Asian regulators also highlighted the risk that local and regional clearing agents may not be able to obtain U.S. regulatory approval in time for clearing products mandated by the CFTC, raising the possibility that all such deals are routed through a few global clearing agents and "the potential over-concentration of risks" in these clearing houses.
"Potential market disruption or fragmentation, with consequently increased risks to systemic stability and market liquidity in our markets, may arise as market participants may have to change their business models or even withdraw from certain businesses, all within a relatively short period of time," the letter from the Asian regulators states.
In Hong Kong, Singapore and Japan combined, around $143.1 billion of interest rate derivatives were traded every day in April 2010, according to the most recent figures from the Bank of International Settlements.

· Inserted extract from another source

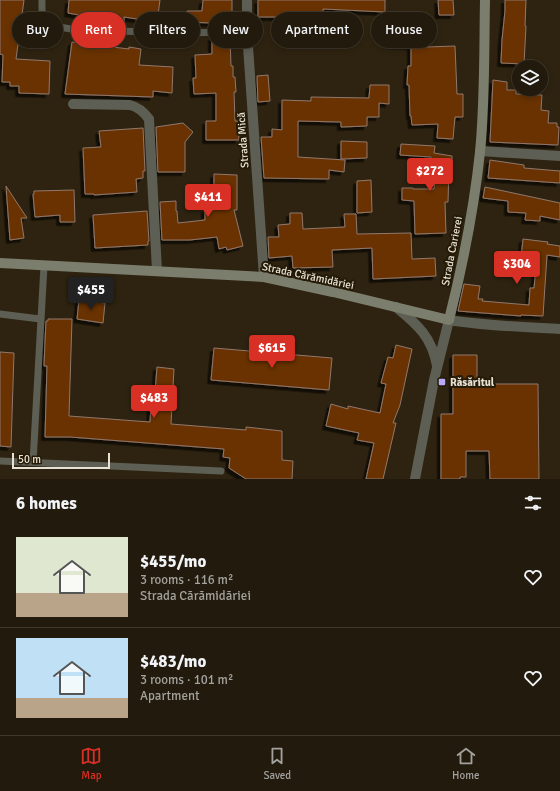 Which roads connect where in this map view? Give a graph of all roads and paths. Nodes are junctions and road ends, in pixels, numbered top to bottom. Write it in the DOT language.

While still small compared with the $1.2 trillion traded in the UK and the $642 billion in the United States, the turnover has almost tripled from the $50.8 billion recorded in 2004.
The letter from the regulators also requests the CFTC to bear in mind special local characteristics that could impact the decision to trade derivatives on electronic platforms or centrally clear them.
"For example, in the case of Hong Kong, Australia and Singapore, we are studying whether local market liquidity can justify implementation of mandatory trading of OTC derivatives products on exchanges or electronic trading platforms, and the form of trading venue which will best suit the purpose of improving pre-trade price transparency," they said.
"This will affect our timing for implementing mandatory trading in practice (although the powers for imposing such trading obligation will be in place)."